05 mar. 2026 | Número 386 | ISSN 3086-383X
Saudações arquivísticas,
Como avisamos na edição anterior, a partir desta semana o Giro circula em novo dia, sempre às quartas-feiras, bem cedinho. Nesta edição, tratamos do resultado do processo seletivo que escolheu 16 novos membros para o Conselho Nacional de Arquivos.
Foi divulgado na última quinta (30) o resultado preliminar da seleção de entidades que comporão a nova nominata do Conselho Nacional de Arquivos (Conarq). No total, foram selecionados 16 representantes de entidades em seis categorias diferentes.
Os arquivos públicos municipais passarão a ser representados por titulares vinculados ao Arquivo Geral da Cidade do Rio de Janeiro (AGCRJ) e da Fundação Arquivo e Memória de Santos (Fundasantos).
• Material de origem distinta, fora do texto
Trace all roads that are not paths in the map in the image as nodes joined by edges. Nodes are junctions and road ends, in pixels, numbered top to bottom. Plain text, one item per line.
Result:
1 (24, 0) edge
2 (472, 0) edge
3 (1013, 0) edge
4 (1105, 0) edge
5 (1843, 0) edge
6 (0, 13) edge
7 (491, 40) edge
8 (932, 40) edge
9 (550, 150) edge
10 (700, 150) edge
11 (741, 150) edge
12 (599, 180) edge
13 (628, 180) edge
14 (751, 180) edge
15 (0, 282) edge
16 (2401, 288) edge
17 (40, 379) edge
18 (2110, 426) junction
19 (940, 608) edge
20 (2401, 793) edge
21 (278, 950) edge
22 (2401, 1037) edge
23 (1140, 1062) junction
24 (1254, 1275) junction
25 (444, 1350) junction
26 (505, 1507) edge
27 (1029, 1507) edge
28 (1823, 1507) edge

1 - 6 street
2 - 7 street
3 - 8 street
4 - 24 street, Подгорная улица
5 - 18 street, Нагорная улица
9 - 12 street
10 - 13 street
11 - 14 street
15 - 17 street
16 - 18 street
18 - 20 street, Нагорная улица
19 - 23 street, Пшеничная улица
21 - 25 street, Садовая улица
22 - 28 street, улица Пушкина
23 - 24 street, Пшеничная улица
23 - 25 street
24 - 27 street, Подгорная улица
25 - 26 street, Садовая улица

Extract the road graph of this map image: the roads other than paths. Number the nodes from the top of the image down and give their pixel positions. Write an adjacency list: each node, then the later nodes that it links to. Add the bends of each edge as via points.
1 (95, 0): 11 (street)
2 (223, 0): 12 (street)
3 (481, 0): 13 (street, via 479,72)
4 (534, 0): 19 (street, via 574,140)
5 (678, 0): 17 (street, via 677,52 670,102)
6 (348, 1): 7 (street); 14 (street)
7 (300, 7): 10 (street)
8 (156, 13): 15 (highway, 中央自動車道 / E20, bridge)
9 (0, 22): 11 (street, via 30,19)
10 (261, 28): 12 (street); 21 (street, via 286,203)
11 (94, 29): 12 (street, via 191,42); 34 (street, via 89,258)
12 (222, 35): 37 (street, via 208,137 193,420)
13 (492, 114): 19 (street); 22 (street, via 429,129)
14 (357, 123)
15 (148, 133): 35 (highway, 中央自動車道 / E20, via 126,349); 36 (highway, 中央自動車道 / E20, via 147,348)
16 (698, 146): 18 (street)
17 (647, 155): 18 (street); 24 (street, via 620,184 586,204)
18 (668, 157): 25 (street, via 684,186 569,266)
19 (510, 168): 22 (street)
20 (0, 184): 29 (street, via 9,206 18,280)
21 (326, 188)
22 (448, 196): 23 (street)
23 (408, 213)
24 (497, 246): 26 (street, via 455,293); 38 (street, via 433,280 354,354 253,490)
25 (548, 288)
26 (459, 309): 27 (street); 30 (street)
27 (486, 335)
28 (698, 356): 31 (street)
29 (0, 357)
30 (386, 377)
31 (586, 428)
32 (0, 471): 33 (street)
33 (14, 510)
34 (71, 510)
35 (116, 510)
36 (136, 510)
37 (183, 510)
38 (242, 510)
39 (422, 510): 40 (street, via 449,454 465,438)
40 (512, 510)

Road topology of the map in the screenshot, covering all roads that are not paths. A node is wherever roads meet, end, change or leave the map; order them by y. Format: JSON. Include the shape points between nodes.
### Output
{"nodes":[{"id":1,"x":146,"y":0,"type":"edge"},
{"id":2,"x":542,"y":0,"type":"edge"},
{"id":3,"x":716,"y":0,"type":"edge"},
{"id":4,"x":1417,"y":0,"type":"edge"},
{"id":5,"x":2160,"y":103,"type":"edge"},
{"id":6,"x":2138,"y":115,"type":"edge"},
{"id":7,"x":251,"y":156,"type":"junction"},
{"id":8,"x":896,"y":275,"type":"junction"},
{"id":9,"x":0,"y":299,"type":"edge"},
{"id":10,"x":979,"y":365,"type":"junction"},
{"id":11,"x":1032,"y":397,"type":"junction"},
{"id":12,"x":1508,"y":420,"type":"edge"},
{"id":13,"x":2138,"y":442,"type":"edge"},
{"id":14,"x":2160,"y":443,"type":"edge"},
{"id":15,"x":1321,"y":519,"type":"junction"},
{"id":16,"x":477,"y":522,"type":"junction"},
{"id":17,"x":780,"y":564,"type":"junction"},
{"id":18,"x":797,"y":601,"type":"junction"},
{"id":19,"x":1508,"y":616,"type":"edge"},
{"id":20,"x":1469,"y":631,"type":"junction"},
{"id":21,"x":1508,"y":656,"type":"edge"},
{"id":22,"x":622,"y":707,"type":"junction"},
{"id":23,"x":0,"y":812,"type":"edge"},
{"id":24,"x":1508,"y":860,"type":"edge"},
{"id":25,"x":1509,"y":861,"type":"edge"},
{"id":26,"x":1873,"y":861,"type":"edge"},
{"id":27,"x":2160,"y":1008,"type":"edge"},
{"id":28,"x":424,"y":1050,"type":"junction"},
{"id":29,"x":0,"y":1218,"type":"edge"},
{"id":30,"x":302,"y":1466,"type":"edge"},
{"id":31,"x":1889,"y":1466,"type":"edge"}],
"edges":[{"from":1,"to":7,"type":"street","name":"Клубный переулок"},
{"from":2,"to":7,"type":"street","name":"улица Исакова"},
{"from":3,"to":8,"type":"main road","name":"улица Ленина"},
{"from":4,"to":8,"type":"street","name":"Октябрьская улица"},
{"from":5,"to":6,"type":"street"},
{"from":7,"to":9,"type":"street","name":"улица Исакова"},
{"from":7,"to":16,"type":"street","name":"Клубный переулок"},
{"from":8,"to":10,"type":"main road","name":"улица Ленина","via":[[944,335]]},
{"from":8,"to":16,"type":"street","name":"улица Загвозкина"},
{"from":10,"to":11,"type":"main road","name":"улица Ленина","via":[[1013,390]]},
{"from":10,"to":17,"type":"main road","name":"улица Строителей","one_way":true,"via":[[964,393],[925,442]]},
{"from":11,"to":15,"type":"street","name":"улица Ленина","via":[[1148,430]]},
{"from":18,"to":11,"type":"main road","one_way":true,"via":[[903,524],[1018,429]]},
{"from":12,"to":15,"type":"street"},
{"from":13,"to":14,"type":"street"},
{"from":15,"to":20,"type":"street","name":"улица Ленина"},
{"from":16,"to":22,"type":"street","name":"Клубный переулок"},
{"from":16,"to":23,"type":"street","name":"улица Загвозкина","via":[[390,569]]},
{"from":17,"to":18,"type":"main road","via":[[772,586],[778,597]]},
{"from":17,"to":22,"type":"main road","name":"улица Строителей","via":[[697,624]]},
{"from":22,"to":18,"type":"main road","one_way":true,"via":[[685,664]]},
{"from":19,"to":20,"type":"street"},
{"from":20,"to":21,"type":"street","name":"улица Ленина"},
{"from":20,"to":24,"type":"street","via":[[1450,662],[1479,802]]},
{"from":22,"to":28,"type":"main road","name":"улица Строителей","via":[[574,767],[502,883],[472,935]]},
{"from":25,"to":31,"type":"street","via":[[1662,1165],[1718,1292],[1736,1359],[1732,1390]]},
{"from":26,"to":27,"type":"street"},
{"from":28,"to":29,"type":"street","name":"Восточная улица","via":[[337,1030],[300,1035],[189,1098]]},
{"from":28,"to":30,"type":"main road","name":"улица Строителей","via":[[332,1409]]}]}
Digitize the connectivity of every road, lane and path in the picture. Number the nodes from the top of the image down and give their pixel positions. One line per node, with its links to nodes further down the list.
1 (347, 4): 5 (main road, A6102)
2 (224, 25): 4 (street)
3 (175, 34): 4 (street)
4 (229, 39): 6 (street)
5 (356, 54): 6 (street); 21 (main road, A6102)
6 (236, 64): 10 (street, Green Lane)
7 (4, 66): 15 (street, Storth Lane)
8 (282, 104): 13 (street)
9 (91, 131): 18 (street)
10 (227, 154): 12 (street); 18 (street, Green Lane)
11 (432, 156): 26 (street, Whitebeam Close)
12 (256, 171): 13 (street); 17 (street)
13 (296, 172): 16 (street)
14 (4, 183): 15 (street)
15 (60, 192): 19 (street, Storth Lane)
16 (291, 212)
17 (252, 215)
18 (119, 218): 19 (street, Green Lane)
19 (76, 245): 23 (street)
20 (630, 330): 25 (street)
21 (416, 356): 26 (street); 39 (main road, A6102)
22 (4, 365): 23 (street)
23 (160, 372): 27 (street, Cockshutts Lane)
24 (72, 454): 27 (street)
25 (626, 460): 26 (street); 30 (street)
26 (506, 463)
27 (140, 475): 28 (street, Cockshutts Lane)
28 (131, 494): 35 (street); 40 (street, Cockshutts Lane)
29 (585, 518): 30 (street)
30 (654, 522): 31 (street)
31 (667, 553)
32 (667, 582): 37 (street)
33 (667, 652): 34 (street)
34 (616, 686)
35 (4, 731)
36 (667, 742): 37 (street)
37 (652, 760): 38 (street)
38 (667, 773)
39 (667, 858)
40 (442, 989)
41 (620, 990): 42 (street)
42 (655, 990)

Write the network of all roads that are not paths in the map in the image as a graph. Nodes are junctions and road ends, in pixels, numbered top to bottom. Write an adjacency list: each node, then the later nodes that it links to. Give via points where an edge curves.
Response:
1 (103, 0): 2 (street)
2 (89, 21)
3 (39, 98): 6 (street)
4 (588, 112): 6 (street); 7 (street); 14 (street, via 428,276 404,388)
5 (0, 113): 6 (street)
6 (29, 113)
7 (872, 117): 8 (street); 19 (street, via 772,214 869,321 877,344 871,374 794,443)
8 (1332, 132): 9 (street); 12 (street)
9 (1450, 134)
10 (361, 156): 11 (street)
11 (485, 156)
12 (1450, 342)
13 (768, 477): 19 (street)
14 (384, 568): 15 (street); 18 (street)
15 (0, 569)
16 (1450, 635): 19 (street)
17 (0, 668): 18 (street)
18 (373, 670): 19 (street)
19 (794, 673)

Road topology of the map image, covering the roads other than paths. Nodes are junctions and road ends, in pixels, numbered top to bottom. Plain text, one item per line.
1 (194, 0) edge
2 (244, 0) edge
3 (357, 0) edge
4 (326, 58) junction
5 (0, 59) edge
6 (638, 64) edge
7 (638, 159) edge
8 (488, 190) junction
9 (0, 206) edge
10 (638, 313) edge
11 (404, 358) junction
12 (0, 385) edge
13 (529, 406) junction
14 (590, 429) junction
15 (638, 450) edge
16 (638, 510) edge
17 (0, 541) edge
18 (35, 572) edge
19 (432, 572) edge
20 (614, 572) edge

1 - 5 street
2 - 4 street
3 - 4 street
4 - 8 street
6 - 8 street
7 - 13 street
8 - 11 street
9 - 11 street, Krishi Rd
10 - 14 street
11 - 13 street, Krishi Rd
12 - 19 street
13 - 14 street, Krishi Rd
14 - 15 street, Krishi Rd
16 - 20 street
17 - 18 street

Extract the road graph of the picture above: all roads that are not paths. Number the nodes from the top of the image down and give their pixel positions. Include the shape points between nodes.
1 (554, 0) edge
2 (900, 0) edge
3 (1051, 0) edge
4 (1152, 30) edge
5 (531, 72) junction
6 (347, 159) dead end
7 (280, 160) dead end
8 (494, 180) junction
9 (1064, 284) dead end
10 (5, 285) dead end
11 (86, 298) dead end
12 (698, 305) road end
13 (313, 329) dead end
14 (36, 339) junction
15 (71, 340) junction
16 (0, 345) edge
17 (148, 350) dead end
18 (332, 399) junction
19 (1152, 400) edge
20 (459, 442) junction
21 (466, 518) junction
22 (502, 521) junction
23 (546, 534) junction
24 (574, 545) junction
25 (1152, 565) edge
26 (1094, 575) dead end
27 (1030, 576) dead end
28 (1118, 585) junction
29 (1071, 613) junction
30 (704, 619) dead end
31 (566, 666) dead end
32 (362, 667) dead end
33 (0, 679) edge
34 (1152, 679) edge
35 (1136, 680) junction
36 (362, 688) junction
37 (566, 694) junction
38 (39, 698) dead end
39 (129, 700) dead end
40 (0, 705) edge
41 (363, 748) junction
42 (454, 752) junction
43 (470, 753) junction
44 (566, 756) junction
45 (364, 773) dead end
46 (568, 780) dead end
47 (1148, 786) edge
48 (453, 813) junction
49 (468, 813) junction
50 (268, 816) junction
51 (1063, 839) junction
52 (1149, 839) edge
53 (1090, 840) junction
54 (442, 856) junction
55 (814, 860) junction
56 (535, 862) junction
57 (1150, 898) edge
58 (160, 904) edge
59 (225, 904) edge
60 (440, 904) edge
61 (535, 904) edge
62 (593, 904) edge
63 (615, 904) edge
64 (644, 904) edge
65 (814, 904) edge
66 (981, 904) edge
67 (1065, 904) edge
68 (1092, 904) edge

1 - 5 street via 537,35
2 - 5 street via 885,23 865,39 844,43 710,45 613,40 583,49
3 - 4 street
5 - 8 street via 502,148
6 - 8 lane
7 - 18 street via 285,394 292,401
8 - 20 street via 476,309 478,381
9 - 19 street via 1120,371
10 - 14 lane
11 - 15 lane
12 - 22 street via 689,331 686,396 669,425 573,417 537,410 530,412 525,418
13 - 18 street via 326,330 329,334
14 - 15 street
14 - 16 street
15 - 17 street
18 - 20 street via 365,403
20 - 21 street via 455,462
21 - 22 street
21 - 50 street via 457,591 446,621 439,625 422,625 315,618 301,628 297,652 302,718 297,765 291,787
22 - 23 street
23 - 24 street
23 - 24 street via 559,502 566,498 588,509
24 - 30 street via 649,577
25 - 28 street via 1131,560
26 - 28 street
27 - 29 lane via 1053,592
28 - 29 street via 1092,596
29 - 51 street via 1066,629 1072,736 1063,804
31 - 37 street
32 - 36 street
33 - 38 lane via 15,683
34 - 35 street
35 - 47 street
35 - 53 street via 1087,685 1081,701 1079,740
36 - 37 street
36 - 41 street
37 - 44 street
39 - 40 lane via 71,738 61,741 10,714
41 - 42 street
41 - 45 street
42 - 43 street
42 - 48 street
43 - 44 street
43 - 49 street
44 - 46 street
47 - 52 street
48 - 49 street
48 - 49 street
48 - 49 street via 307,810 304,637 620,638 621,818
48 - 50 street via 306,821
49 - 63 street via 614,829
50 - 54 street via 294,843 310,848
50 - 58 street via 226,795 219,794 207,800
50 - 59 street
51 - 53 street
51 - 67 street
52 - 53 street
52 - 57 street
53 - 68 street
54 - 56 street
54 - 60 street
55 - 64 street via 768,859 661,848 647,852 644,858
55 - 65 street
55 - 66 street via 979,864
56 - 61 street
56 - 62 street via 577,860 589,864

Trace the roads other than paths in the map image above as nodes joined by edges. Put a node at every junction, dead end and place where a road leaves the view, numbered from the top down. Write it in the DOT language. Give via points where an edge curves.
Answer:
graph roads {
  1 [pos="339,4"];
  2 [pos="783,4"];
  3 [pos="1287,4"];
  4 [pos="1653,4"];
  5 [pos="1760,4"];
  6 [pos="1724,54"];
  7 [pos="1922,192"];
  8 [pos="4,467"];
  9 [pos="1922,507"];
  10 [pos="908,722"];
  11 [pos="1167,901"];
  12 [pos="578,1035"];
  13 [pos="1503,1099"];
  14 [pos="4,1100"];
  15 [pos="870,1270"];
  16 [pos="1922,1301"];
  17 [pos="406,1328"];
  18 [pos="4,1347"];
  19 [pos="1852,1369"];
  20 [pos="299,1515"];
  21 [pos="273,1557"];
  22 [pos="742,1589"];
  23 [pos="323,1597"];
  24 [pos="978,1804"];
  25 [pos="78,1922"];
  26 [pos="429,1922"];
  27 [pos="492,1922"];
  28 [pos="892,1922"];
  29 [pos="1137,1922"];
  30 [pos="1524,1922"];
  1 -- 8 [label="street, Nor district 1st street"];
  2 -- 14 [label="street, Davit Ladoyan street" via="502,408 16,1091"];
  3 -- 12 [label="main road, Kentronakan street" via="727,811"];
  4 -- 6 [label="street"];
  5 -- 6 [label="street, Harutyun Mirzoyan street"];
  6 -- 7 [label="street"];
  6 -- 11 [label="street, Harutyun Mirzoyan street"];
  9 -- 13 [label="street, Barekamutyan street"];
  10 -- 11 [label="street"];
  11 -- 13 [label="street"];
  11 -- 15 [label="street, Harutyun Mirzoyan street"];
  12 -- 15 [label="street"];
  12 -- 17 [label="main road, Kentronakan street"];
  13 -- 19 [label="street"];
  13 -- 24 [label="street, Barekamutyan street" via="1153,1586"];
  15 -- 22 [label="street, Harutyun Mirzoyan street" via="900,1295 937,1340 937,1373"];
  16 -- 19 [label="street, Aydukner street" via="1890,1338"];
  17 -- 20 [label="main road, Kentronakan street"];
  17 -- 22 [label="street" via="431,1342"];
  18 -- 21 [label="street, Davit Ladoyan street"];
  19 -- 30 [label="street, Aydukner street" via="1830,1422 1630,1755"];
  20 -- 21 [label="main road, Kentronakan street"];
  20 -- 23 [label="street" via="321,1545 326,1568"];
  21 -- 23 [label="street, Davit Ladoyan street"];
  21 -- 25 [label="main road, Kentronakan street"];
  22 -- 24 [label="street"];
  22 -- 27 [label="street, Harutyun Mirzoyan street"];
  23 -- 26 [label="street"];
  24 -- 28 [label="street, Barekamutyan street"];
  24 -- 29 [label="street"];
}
Na categoria arquivos privados, foram escolhidos representantes da Fundação Fernando Henrique Cardoso e do Instituto Histórico e Geográfico Brasileiro (IHGB).
Os arquivos comunitários serão representados por titulares indicados pelo Movimento de Justiça e Direitos Humanos, de Porto Alegre (RS) e pelo Zumvi Arquivo Afro Fotográfico, de Salvador (BA).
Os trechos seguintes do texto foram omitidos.